Robotics. Artificial intelligence. Autonomous drilling. Much of what the future holds for land drilling centers on the ability of industry to harness and apply new and existing technologies in ways that will once again drive efficiency and safety. There are already robots on rigs that are making pipe connections on Permian Basin wells. In addition to providing consistency and efficiency in drilling tasks, new automated solutions allow for the removal of personnel from red zones on the drill floor.

Another area being looked at is sustainability, which could lead to more hybrid-powered units with energy storage capabilities.

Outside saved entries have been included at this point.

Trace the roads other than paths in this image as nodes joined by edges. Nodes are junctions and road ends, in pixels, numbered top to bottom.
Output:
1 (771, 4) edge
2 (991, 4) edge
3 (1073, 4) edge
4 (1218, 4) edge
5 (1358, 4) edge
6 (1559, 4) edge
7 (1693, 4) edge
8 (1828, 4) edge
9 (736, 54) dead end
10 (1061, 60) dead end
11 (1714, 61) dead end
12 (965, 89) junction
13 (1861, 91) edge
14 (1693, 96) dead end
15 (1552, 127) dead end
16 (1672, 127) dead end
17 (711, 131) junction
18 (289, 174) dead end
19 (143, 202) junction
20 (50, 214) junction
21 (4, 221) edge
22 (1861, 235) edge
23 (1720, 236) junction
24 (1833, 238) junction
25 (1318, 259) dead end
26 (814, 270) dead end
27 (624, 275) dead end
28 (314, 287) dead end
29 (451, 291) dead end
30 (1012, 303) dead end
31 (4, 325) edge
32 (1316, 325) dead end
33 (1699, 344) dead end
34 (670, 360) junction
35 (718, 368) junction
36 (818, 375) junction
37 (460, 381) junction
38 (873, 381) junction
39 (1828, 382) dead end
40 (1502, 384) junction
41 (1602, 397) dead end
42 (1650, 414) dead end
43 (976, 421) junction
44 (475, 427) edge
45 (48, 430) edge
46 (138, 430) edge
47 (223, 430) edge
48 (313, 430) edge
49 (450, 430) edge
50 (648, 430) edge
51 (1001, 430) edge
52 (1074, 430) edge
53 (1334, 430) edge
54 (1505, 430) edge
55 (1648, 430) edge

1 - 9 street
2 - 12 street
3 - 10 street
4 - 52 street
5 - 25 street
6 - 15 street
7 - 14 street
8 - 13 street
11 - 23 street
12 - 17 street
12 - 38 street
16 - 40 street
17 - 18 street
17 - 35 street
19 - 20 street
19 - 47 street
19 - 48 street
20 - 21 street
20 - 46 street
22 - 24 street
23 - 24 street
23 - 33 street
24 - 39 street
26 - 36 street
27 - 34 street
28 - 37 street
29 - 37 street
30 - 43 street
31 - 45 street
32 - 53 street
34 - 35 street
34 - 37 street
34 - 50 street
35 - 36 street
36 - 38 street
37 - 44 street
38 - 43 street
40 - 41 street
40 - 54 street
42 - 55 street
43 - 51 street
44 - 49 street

The evolution will continue as the focus shifts from brawn to brains and from task to process. Today’s well programs are not one-size-fits-all; they take into account a variety of factors, including company size, geographical location, and specific characteristics such as well spacings, fracture spacings, and optimal pad sizes. New considerations are being added all the time.

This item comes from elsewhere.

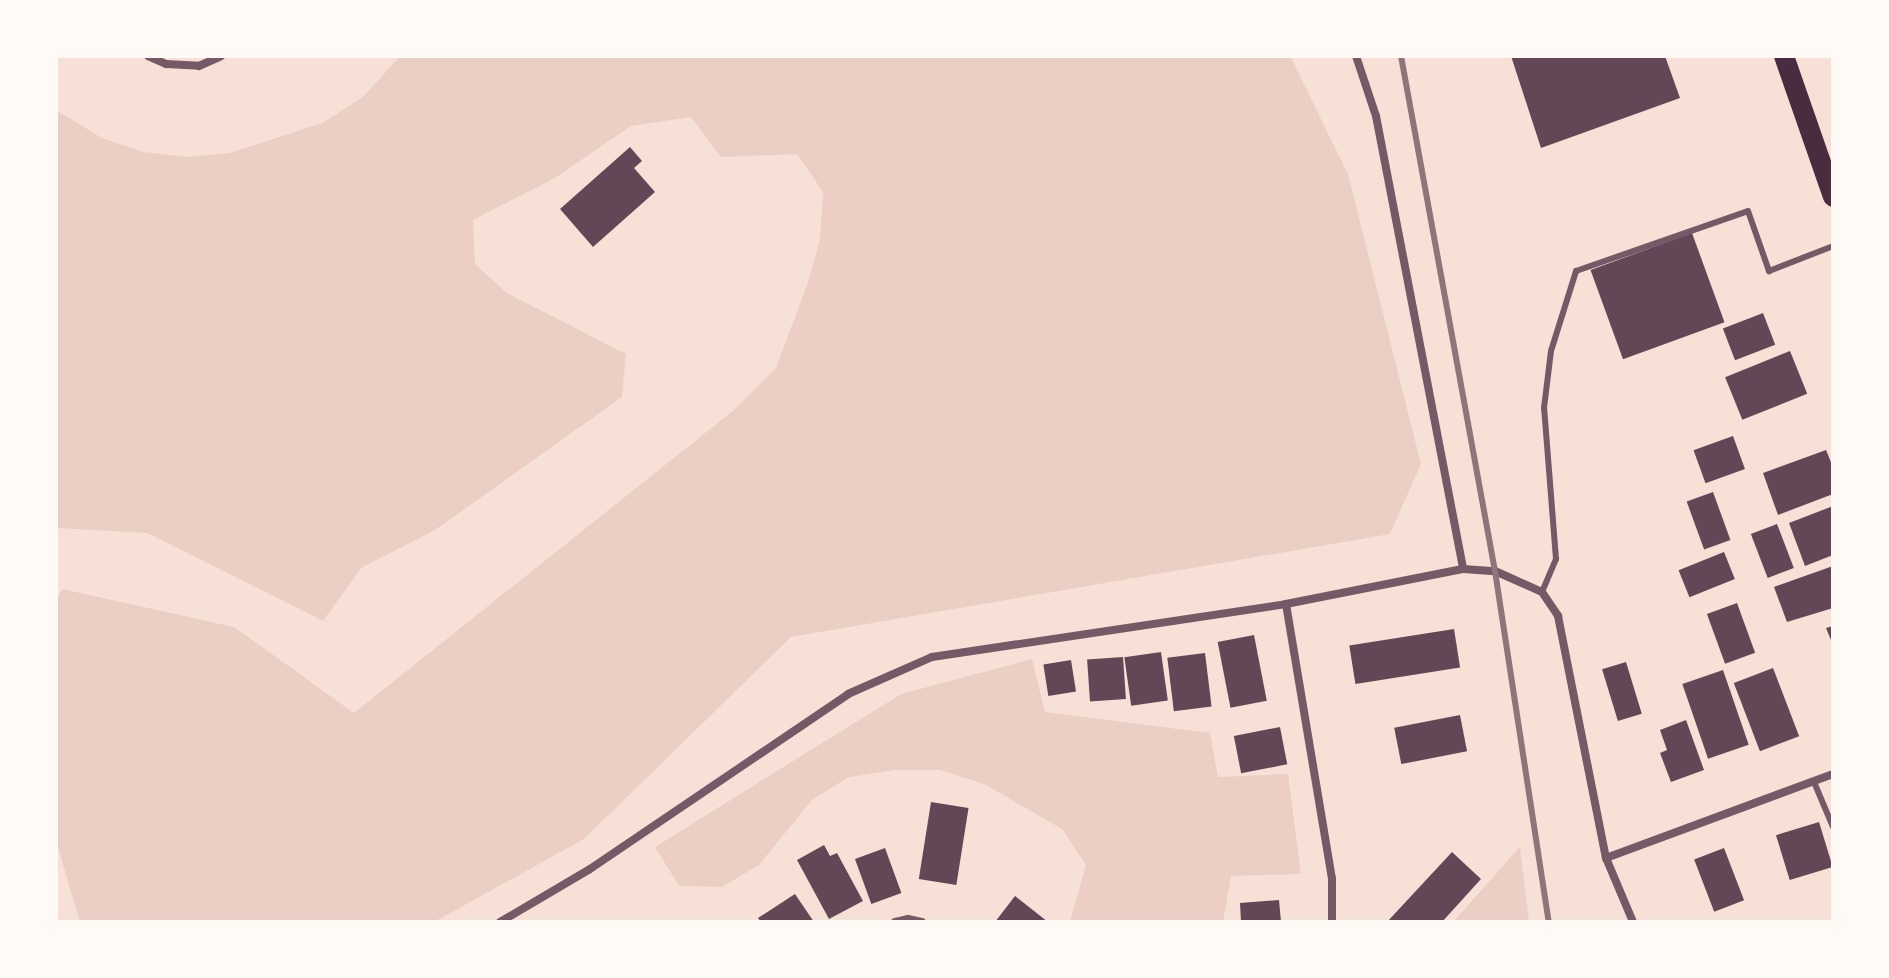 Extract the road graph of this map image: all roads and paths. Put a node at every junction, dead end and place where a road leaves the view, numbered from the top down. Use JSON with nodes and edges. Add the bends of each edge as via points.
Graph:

Based on the continuing evolution, the future energy landscape will likely necessitate additional ways to transform the modern land drilling rig into the rig of the future. As operators increase their involvement in the energy transition, drilling capabilities must further evolve to drill geothermal wells and explore additional opportunities.

 

A top drive is a mechanical device on a drilling rig that provides clockwise torque to the drill string to drill a borehole. It is an alternative to the rotary table and kelly drive. It is located at the swivel's place below the traveling block and moves vertically up and down the derrick. 

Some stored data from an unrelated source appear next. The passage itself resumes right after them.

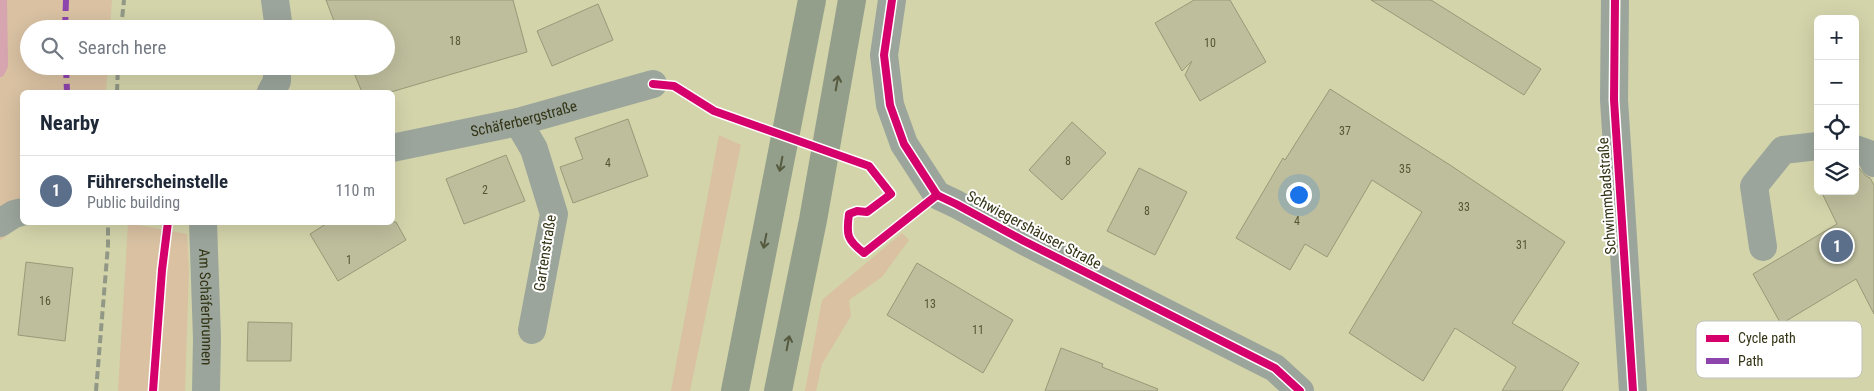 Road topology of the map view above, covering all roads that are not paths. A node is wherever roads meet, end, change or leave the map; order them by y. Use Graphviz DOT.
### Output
graph roads {
  1 [pos="275,0"];
  2 [pos="803,0"];
  3 [pos="812,0"];
  4 [pos="852,0"];
  5 [pos="892,0"];
  6 [pos="1615,0"];
  7 [pos="278,20"];
  8 [pos="804,47"];
  9 [pos="277,75"];
  10 [pos="653,84"];
  11 [pos="272,90"];
  12 [pos="518,122"];
  13 [pos="1814,146"];
  14 [pos="395,147"];
  15 [pos="1858,150"];
  16 [pos="1874,163"];
  17 [pos="20,212"];
  18 [pos="0,223"];
  19 [pos="203,225"];
  20 [pos="1763,247"];
  21 [pos="532,330"];
  22 [pos="206,391"];
  23 [pos="735,391"];
  24 [pos="778,391"];
  25 [pos="1300,391"];
  26 [pos="1634,391"];
  1 -- 7 [label="street"];
  2 -- 8 [label="highway"];
  3 -- 8 [label="highway"];
  24 -- 4 [label="highway, one-way"];
  5 -- 25 [label="street, Schwiegershäuser Straße"];
  6 -- 26 [label="street, Schwimmbadstraße"];
  8 -- 23 [label="highway, one-way"];
  9 -- 11 [label="street"];
  10 -- 12 [label="street, Schäferbergstraße"];
  12 -- 14 [label="street, Schäferbergstraße"];
  12 -- 21 [label="street, Gartenstraße"];
  13 -- 20 [label="street"];
  15 -- 16 [label="street"];
  17 -- 18 [label="street"];
  19 -- 22 [label="street, Am Schäferbrunnen"];
} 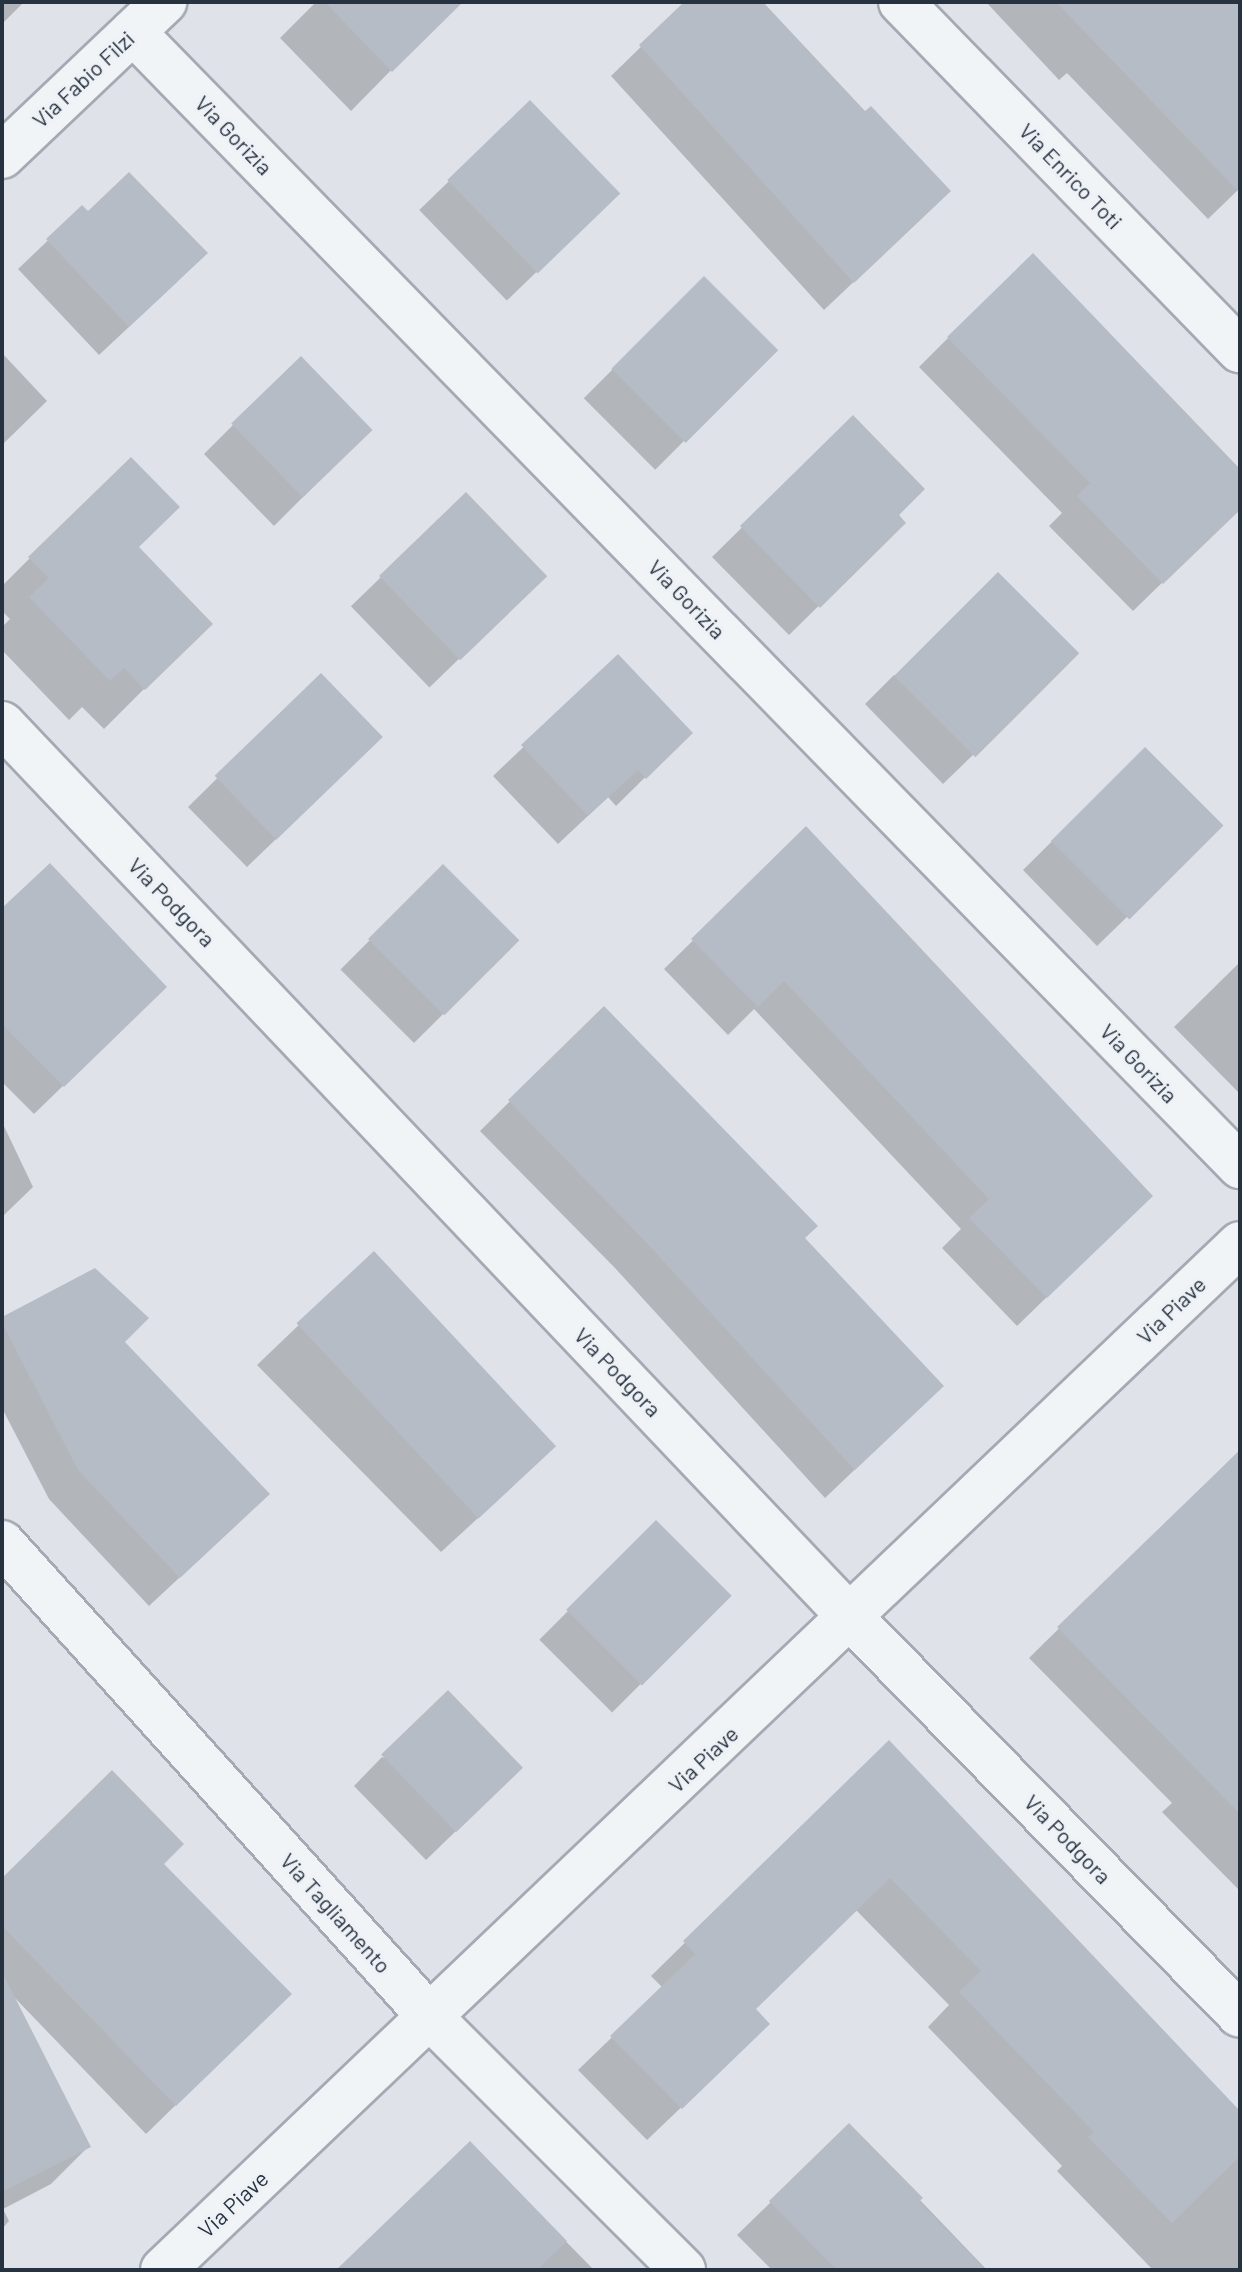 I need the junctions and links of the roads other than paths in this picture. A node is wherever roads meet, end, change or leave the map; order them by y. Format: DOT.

This means that Top Drives can drill about 90 feet before making a connection, whereas with a Kelly System, you will make a connection at about 30 feet deep. Another difference between a Kelly and a Top Drive is that a Top Drive System allows rotation and circulation while back reaming out of a hole.

 

A new drilling technique called pad drilling reduces the overall footprint of land cover change caused by the industry. Several horizontal well bores are drilled from a single larger pad. Pad drilling became more widespread in 2010 and now accounts for about 75% of all new wells. While the number of wells drilled can increase, the land requirement for increased production is not as extensive. Furthermore, other infrastructure, such as roads and pipelines, are reduced overall.

Pad drilling also has the benefit of more wells being drilled in less time. A significant area of underground resources can be tapped with minimal impact on the surface. Even as the number of new drilling wells slows, production can continue to increase.

 

SCR type drilling rigs, also known as DC drilling rigs, use a Silicon Controlled Rectifier (SCR) system to convert alternating current (AC) from generators into direct current (DC). The SCR system is the core of the drilling rig's power control and is typically housed in a steel room called the Power Control Room (PCR) or SCR. 

* In the oil and gas industry, "nipple up" is a term that refers to the process of assembling and connecting parts and plumbing on a wellhead to prepare it for use. It's often used to describe the installation of a blowout preventer (BOP) stack, which is a system that stops the contents of the annulus from being ejected into the air when a drilling bit encounters a high pressure zone.